» Exercise brief
Look through the data below, and copy each line that carries the word "points".

» Data provided
*-*-*

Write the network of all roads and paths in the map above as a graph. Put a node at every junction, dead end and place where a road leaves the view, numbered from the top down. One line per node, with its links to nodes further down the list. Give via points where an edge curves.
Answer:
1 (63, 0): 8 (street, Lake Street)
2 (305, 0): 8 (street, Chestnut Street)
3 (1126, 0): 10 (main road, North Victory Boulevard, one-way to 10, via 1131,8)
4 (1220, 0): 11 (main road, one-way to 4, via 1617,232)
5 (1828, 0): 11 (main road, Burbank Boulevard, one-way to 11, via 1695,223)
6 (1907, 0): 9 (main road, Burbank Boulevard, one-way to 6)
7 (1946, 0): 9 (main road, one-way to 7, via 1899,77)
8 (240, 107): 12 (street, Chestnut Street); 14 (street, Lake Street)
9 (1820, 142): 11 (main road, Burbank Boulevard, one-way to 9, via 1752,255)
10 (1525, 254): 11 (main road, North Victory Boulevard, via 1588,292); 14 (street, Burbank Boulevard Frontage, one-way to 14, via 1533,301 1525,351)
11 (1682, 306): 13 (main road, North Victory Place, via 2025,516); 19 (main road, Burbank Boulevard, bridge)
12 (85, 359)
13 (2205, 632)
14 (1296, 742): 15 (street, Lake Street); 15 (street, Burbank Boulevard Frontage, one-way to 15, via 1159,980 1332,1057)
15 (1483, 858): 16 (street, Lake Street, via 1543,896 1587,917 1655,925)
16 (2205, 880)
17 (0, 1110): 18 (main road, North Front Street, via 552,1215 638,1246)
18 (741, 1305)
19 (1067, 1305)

*-*-*

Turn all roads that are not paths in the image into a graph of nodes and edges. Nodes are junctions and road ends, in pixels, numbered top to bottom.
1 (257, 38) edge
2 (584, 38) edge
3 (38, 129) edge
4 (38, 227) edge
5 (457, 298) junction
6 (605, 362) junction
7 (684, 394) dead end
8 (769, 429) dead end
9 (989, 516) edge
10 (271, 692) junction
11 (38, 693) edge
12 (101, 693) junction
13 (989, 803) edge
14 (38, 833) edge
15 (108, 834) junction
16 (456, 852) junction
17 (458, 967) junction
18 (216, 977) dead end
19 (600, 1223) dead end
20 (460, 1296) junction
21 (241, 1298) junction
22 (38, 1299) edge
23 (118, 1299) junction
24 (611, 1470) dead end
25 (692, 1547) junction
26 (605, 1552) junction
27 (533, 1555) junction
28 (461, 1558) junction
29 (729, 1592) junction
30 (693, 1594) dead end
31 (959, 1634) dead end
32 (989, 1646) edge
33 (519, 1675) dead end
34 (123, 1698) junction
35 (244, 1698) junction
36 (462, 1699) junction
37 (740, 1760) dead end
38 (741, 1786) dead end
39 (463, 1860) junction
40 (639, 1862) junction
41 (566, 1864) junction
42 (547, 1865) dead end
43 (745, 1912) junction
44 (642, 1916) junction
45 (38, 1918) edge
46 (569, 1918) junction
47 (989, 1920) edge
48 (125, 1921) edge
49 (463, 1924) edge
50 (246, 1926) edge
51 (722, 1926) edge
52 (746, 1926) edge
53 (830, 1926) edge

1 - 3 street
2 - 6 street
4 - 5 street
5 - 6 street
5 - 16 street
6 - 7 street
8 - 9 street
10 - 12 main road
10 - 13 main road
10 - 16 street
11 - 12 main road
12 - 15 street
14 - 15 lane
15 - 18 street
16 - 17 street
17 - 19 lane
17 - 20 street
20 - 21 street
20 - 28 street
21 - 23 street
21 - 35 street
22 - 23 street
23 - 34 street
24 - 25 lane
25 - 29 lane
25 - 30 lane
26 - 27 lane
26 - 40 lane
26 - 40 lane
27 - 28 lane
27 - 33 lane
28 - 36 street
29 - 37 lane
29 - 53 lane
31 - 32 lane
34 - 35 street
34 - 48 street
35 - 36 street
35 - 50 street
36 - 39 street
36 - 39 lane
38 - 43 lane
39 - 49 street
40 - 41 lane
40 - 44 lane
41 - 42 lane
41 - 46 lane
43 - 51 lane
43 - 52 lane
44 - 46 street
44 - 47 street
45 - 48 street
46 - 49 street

*-*-*

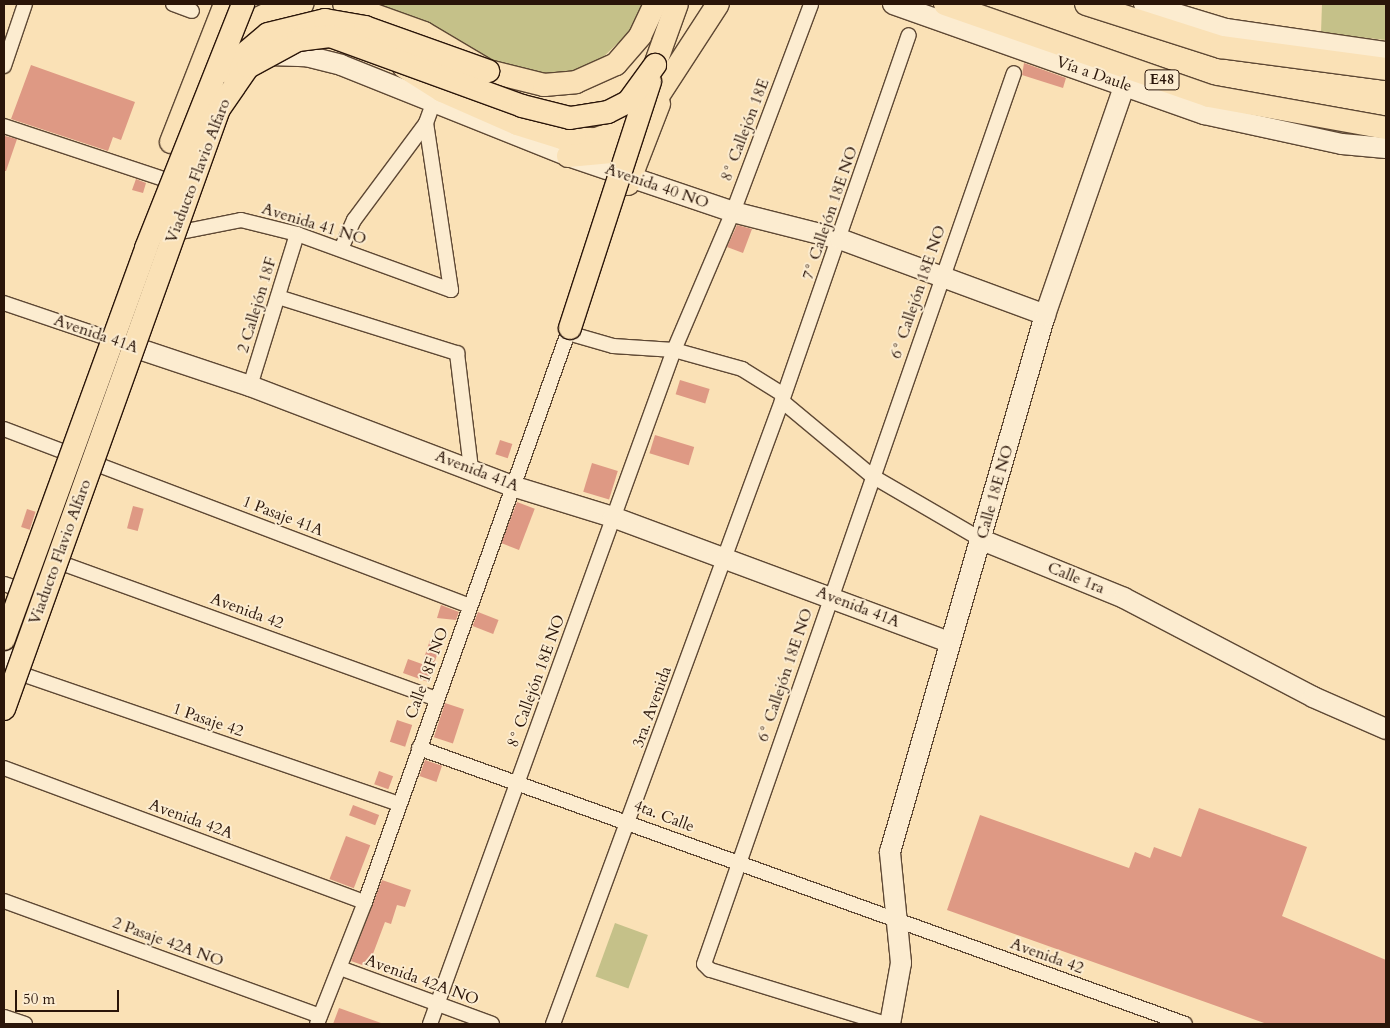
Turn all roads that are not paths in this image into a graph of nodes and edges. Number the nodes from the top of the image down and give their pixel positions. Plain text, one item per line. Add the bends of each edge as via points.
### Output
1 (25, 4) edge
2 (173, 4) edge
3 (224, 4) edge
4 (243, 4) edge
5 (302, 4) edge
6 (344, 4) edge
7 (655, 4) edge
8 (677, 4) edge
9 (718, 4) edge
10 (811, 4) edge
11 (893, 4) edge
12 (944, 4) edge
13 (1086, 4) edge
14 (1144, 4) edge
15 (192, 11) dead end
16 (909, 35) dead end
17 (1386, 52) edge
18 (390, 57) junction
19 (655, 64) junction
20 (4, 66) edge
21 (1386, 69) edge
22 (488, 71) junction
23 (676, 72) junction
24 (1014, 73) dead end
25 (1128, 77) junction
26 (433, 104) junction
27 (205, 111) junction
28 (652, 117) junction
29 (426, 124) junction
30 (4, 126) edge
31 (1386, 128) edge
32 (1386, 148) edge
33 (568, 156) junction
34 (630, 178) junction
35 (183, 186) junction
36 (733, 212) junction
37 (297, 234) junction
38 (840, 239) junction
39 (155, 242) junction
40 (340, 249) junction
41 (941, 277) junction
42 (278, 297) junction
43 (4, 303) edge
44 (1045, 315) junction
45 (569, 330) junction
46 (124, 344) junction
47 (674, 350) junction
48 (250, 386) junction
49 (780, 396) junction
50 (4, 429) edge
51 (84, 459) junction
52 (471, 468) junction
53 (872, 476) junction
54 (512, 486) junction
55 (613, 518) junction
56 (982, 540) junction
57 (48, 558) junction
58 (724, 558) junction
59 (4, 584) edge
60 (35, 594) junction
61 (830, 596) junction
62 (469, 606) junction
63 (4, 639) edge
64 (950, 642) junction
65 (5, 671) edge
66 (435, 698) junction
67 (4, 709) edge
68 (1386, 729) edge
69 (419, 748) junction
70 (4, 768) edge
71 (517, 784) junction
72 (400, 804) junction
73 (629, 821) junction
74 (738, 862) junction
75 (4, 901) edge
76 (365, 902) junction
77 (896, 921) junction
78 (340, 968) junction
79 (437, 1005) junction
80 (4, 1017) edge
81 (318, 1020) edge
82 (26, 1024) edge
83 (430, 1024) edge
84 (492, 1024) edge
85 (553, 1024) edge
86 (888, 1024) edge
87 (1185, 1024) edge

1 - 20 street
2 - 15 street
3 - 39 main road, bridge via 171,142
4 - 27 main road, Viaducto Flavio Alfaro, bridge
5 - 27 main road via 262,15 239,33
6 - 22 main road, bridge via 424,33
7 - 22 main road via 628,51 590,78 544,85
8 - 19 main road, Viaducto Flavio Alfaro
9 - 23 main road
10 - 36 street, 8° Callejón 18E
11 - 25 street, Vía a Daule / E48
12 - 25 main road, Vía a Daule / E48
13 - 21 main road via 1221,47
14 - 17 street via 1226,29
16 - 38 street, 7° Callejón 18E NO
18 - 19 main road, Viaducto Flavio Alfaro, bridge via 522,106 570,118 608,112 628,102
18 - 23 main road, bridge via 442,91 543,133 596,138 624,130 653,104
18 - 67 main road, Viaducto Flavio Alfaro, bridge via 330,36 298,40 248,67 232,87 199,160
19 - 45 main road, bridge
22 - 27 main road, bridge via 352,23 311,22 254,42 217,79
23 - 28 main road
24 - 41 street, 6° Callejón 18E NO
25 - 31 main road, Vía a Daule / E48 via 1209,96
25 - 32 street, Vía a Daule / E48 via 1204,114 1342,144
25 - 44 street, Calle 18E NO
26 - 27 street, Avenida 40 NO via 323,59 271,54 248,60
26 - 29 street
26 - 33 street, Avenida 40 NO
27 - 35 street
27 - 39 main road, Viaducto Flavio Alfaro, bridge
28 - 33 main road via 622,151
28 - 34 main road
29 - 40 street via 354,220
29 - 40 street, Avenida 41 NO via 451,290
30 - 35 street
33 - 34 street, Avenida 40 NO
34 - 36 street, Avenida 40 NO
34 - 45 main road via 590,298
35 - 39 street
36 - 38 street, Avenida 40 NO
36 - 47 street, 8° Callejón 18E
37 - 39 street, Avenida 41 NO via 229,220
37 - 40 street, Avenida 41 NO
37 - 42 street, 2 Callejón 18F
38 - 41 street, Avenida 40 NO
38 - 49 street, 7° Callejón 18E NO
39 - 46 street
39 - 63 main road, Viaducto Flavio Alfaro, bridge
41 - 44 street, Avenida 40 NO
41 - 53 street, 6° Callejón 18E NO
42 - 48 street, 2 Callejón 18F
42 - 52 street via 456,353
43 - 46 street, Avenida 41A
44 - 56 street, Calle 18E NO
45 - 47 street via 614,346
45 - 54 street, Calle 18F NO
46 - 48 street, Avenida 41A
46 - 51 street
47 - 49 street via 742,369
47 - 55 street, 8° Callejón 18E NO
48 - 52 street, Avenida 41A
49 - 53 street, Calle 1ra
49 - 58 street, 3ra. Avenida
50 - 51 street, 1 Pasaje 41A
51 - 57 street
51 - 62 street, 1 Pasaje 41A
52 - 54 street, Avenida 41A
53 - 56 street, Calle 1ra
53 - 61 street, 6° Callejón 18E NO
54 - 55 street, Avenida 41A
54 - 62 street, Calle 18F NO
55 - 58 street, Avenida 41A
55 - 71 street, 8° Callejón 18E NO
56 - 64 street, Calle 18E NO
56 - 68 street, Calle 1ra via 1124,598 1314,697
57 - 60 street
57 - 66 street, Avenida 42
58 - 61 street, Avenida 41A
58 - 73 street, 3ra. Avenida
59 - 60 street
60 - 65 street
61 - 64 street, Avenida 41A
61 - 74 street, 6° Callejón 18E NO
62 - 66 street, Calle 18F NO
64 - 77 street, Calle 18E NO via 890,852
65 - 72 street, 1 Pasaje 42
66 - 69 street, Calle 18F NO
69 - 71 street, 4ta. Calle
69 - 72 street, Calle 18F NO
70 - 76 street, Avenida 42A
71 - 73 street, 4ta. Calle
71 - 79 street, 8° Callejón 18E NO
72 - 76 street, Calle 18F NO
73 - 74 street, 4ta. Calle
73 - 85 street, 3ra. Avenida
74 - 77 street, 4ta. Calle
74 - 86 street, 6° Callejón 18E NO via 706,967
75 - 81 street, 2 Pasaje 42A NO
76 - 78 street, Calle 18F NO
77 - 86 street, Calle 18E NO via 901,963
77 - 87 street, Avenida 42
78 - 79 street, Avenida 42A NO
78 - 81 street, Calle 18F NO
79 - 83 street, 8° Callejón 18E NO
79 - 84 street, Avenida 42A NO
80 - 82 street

*-*-*

» Written solution
Write the network of all roads and paths in the map above as a graph. Put a node at every junction, dead end and place where a road leaves the view, numbered from the top down. One line per node, with its links to nodes further down the list. Give via points where an edge curves.
Turn all roads that are not paths in this image into a graph of nodes and edges. Number the nodes from the top of the image down and give their pixel positions. Plain text, one item per line. Add the bends of each edge as via points.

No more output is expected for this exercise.